Ein modernes Kulturzentrum

„Mit der Neugestaltung der Dauerausstellung geht das Museum einen weiteren Schritt in Richtung eines modernen Kulturzentrums“, betont Bensheims Bürgermeister Rolf Richter. „Die Kooperation mit der CBM wertet das Angebot nochmals auf und macht es noch mehr Menschen zugänglich.“ Seit der Gründung des Museums im Jahr 1909 werden archäologische Zeugnisse aus der Region hier gesammelt und ausgestellt. Die letzte Überarbeitung der archäologischen Dauerausstellung fand in den 1980er Jahren statt. Noch in diesem Jahr soll sie wieder im neuen und zeitgemäßen Rahmen erstrahlen. Hier erfährt man Spannendes von der Altsteinzeit bis zum Hochmittelalter. So kann man einem Mammut auf den Zahn fühlen, Schädelmodelle von Neandertaler und Mensch vergleichen und die Vielfältigkeit jungsteinzeitlicher Artefakte auf sich wirken lassen.

Beim Ohrentheater hört man Wissenswertes zum Bestattungsritus der späten Bronzezeit, am nachgebauten Bensheimer Galgenplatz kann man den Hingerichteten nahekommen und am 3D Monitor in das rekonstruierte Gesicht der ältesten Bensheimerin schauen. Ein Blick ins Mikroskop offenbart außerdem den ältesten Traubenkern aus Südhessen.

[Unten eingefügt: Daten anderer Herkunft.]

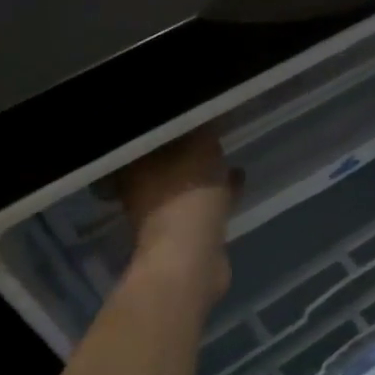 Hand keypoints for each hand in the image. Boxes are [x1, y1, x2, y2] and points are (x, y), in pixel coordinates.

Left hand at [114, 130, 236, 300]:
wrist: (190, 261)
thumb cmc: (186, 197)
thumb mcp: (199, 150)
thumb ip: (203, 131)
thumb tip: (207, 115)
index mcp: (135, 167)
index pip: (148, 137)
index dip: (170, 125)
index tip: (189, 113)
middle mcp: (142, 189)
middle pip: (165, 161)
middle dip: (185, 149)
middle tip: (207, 131)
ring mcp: (163, 214)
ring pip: (185, 183)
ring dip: (204, 172)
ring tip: (227, 155)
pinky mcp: (186, 233)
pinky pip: (203, 203)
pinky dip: (218, 192)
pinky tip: (238, 179) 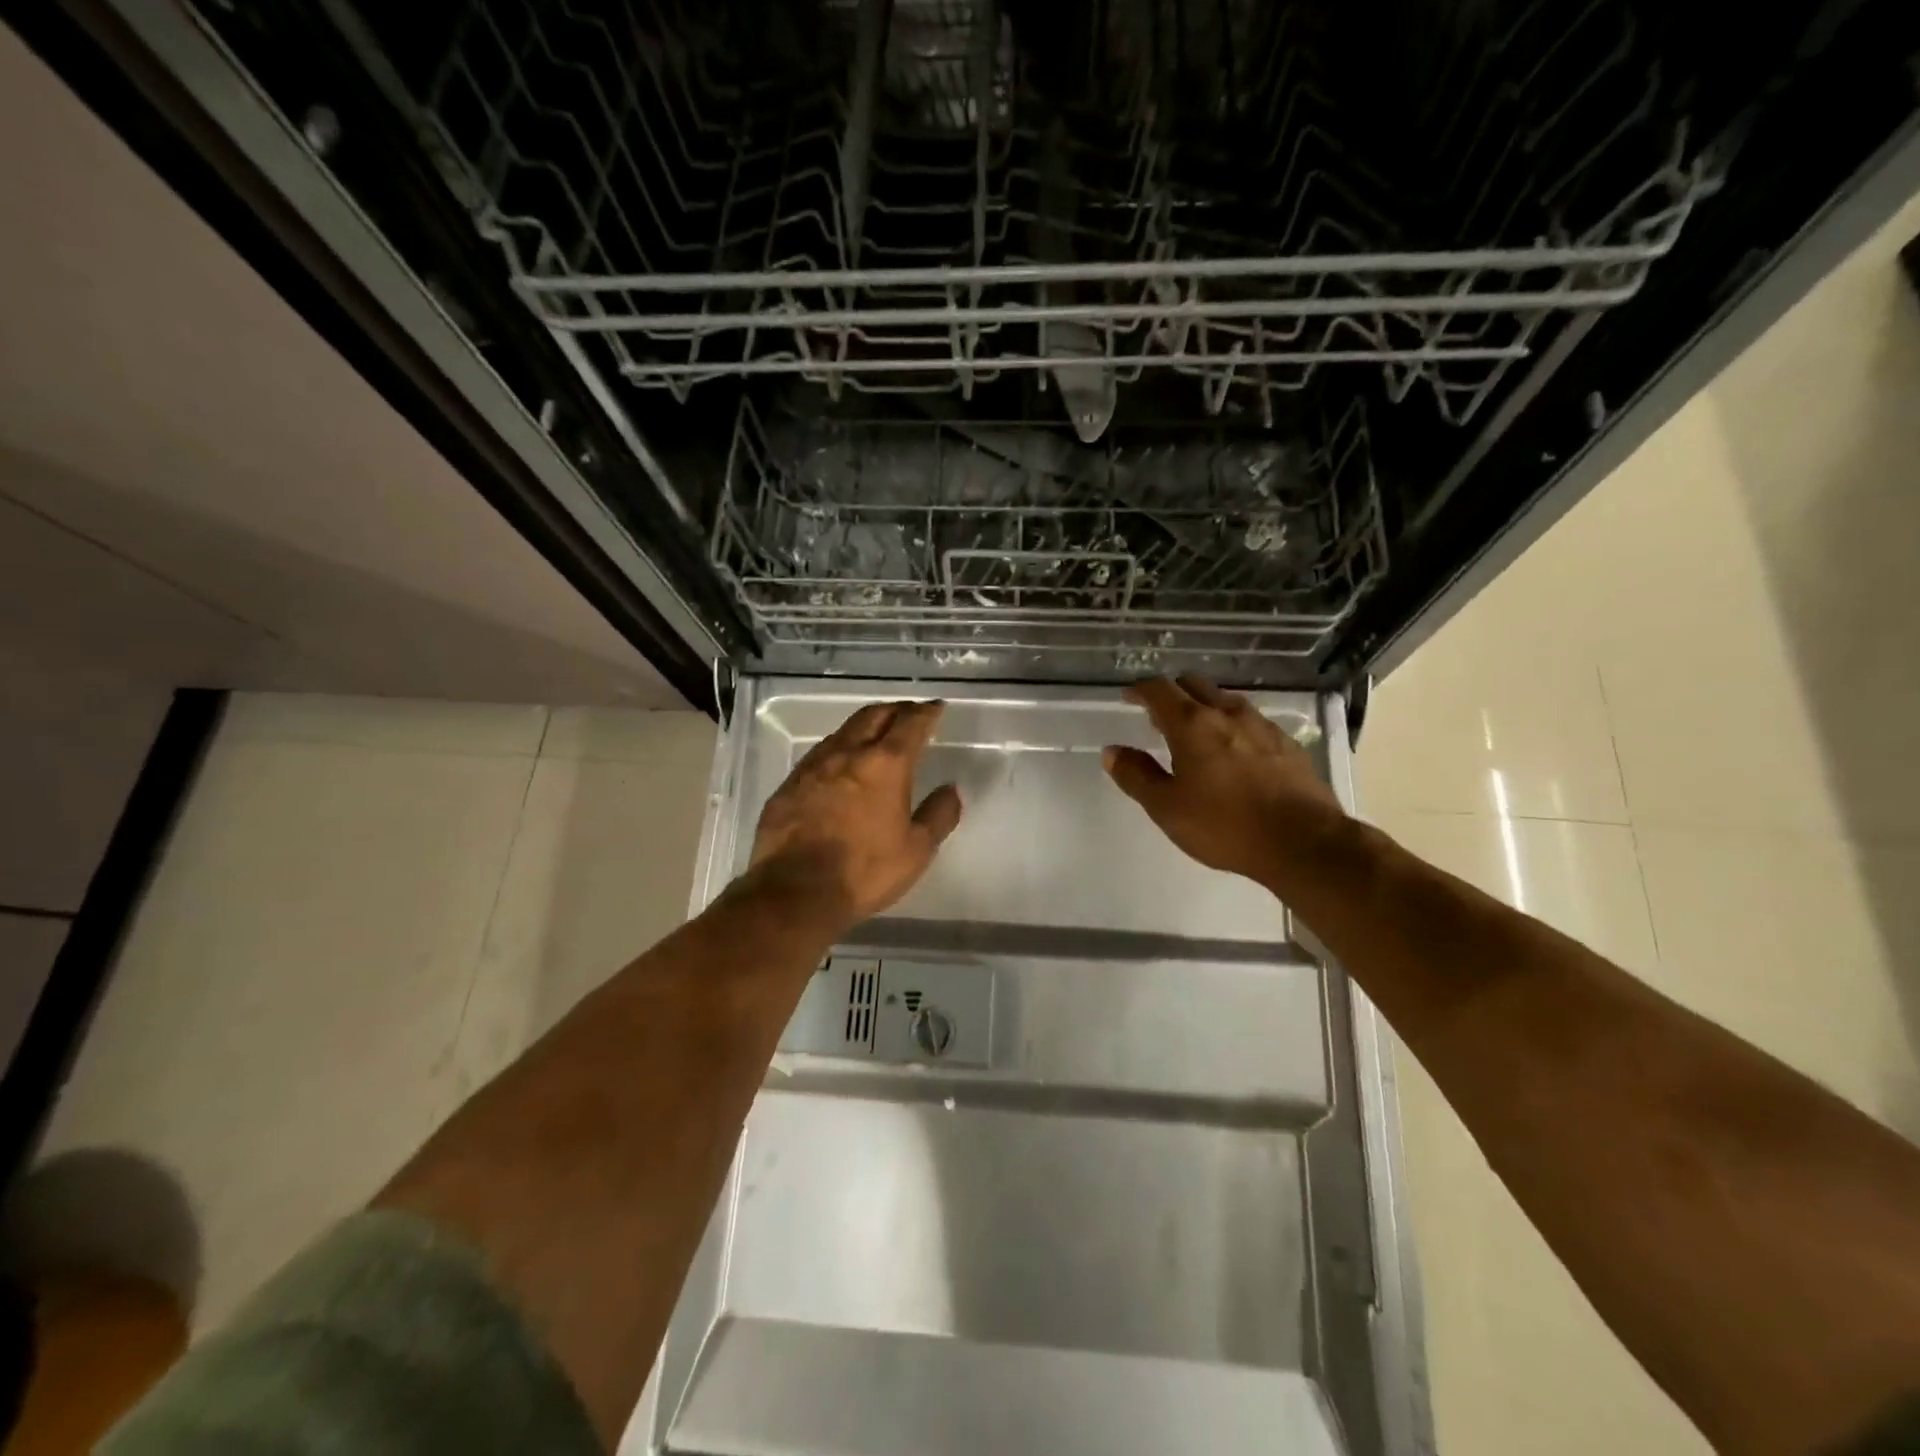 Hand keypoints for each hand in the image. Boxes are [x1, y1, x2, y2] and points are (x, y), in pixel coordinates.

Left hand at [749, 700, 962, 924]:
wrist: (794, 892)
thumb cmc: (864, 871)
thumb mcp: (916, 850)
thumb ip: (938, 814)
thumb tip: (950, 789)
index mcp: (885, 764)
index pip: (910, 724)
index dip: (926, 712)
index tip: (935, 708)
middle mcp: (847, 754)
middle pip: (874, 716)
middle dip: (895, 710)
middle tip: (908, 714)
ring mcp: (813, 766)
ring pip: (843, 732)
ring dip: (864, 727)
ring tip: (875, 736)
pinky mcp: (789, 785)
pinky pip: (819, 754)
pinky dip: (838, 750)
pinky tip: (839, 766)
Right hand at [1103, 676, 1346, 883]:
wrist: (1303, 843)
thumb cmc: (1225, 826)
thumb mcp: (1167, 808)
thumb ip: (1137, 775)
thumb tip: (1112, 751)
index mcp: (1192, 724)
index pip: (1159, 689)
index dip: (1139, 690)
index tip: (1128, 698)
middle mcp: (1227, 714)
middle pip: (1194, 685)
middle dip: (1172, 693)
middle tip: (1159, 716)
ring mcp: (1262, 726)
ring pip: (1225, 700)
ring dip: (1204, 707)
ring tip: (1195, 733)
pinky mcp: (1287, 744)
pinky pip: (1252, 721)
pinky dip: (1233, 726)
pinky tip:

Auch ein Museumsbesuch ist gesellschaftliche Teilhabe

Im Rahmen der Neugestaltung wird auch großer Wert auf inklusive Vermittlung gelegt: Ziel ist es, dass sich alle Besucherinnen und Besucher die Dauerausstellung selbständig erschließen können, insbesondere auch Menschen mit Sehbehinderungen. Die CBM setzt sich in den ärmsten Ländern der Welt für die Belange der Betroffenen ein. Sie weiß um die vielen Barrieren im Alltag und wie sie überwunden werden können. „Auch ein Museumsbesuch ist gesellschaftliche Teilhabe“, sagt CBM-Vorstand Dr. Rainer Brockhaus. „Bei der Neugestaltung der Dauerausstellung hat die CBM deshalb auch die Erfahrung der Mitarbeiterinnen und Mitarbeiter einfließen lassen, die selbst sehbehindert sind. Sie bringen den Museumsmachern ihre Welt der Wahrnehmung nahe.“ Davon profitieren letztlich alle Besucher: Denn wenn die Besucherinnen und Besucher auch fühlen oder hören können, was sie sehen, nehmen sie es intensiver wahr. Einfache Sprache erleichtert es allen, die Informationen zu verarbeiten. So können zum Beispiel auch Kinder mehr über ihre Heimat erfahren. (ps)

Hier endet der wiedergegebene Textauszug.